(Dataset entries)
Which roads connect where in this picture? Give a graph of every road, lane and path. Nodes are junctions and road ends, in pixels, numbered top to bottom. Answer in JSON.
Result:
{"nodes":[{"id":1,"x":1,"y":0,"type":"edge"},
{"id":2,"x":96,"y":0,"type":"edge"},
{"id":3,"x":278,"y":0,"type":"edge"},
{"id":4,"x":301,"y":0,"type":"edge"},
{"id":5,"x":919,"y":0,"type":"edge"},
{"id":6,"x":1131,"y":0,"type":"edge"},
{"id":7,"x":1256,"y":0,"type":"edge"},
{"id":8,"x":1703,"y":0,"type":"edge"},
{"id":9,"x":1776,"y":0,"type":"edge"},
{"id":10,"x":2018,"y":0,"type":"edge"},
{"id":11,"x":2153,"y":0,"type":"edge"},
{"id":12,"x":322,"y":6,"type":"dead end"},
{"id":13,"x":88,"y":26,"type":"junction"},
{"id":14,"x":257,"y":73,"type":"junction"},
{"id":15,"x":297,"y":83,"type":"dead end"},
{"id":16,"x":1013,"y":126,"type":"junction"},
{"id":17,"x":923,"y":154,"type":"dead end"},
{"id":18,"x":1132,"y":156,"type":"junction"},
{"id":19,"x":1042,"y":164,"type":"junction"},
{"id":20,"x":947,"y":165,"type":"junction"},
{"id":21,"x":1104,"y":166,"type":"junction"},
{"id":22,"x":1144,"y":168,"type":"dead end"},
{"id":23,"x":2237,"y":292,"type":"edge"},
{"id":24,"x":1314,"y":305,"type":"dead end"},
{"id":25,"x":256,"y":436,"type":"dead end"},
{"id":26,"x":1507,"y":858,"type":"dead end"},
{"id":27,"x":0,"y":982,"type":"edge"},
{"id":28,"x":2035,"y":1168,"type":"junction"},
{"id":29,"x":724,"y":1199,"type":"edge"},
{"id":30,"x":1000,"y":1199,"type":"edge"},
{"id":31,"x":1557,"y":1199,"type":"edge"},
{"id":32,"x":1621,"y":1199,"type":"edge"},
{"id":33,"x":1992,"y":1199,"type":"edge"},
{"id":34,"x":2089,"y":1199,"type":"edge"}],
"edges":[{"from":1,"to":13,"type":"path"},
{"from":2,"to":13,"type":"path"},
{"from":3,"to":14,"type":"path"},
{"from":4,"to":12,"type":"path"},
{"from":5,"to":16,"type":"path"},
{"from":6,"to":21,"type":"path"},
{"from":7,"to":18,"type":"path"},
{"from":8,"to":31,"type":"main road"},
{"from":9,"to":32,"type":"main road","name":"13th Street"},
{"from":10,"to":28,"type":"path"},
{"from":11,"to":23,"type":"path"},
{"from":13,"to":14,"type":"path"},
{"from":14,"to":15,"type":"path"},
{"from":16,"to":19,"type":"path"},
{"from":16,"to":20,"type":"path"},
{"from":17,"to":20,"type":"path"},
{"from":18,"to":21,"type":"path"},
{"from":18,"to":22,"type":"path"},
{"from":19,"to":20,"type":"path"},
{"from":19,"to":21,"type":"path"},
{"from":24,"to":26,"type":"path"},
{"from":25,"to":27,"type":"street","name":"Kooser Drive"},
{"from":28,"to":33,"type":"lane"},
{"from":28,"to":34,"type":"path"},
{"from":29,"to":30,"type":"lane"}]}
--
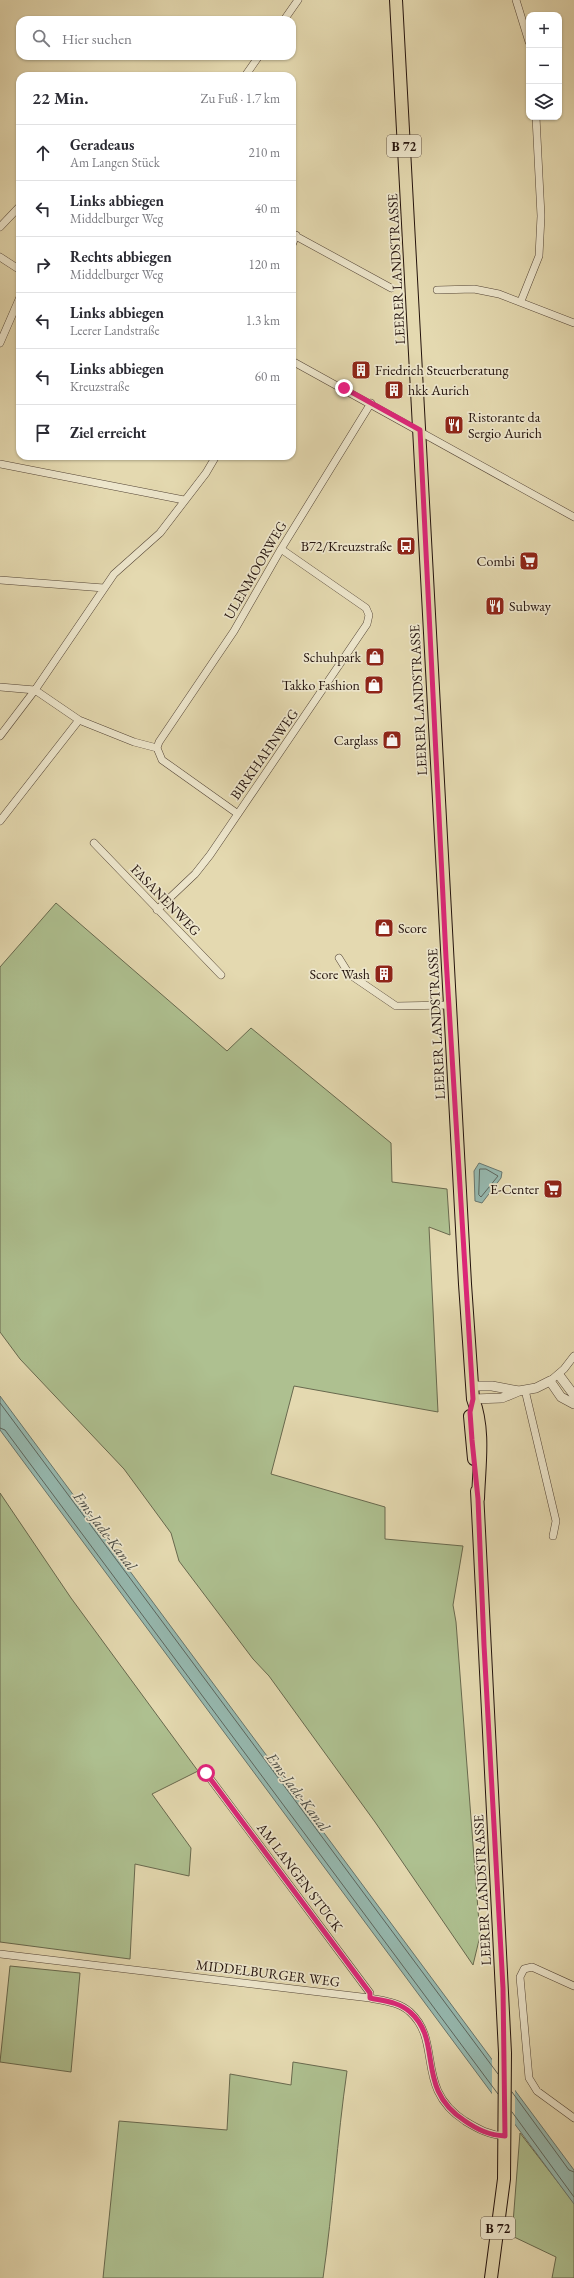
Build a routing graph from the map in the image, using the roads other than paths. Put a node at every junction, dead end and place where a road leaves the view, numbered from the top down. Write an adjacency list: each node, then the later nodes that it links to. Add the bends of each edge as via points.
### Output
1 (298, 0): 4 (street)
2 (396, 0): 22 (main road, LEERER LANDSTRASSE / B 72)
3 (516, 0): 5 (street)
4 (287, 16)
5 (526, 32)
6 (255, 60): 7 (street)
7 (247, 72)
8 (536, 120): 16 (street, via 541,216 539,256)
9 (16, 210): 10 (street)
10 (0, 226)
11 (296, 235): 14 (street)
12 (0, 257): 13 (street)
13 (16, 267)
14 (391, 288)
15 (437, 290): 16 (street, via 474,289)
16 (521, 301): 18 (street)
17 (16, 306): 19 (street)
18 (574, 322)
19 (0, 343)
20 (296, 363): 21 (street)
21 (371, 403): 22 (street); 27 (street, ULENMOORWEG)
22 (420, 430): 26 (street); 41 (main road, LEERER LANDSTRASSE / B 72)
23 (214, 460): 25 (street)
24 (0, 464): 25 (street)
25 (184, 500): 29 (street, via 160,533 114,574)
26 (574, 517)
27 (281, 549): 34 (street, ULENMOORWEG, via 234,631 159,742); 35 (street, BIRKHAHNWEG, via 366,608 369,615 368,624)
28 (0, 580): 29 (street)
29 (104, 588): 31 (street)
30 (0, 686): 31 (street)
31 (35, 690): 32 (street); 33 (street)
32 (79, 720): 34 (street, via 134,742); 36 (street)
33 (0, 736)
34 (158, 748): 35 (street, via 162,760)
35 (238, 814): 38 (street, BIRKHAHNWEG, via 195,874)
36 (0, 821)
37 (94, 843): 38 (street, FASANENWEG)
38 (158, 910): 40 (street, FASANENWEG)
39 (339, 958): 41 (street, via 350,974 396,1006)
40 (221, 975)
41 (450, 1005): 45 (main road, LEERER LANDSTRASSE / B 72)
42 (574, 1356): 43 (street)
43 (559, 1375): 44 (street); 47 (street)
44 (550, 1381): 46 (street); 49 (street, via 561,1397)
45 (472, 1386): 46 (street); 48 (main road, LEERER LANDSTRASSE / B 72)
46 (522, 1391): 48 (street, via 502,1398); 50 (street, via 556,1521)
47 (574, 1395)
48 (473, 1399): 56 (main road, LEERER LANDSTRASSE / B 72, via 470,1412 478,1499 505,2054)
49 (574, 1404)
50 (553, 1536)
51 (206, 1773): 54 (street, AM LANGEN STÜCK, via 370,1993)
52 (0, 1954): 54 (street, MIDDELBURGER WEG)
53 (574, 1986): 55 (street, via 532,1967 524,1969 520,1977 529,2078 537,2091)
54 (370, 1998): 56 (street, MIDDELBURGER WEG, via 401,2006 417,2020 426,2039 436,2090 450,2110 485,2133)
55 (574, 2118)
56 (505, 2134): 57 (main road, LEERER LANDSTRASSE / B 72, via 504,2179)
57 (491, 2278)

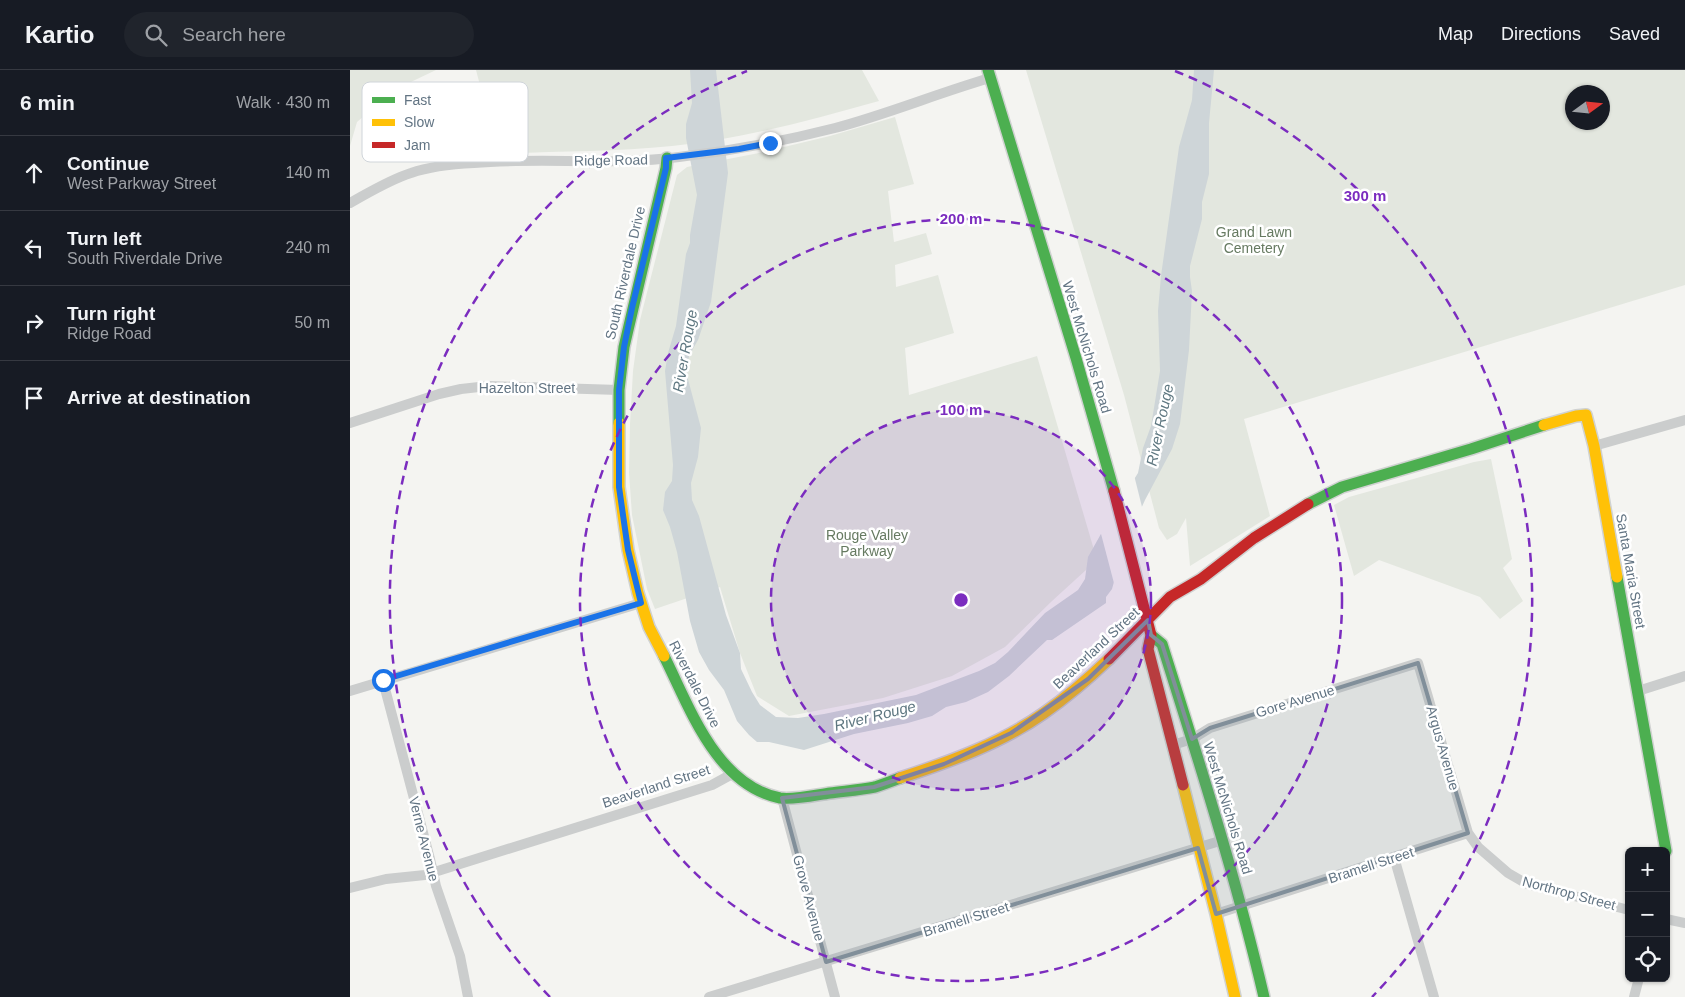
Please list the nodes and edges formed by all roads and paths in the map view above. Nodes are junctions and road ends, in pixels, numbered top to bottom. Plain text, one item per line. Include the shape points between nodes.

**WHAT THE EXERCISE ASKS**
From the data, list each line in which the string "junctions" appears.

**TASK SOLUTION**
Which roads connect where in this picture? Give a graph of every road, lane and path. Nodes are junctions and road ends, in pixels, numbered top to bottom. Answer in JSON.
Please list the nodes and edges formed by all roads and paths in the map view above. Nodes are junctions and road ends, in pixels, numbered top to bottom. Plain text, one item per line. Include the shape points between nodes.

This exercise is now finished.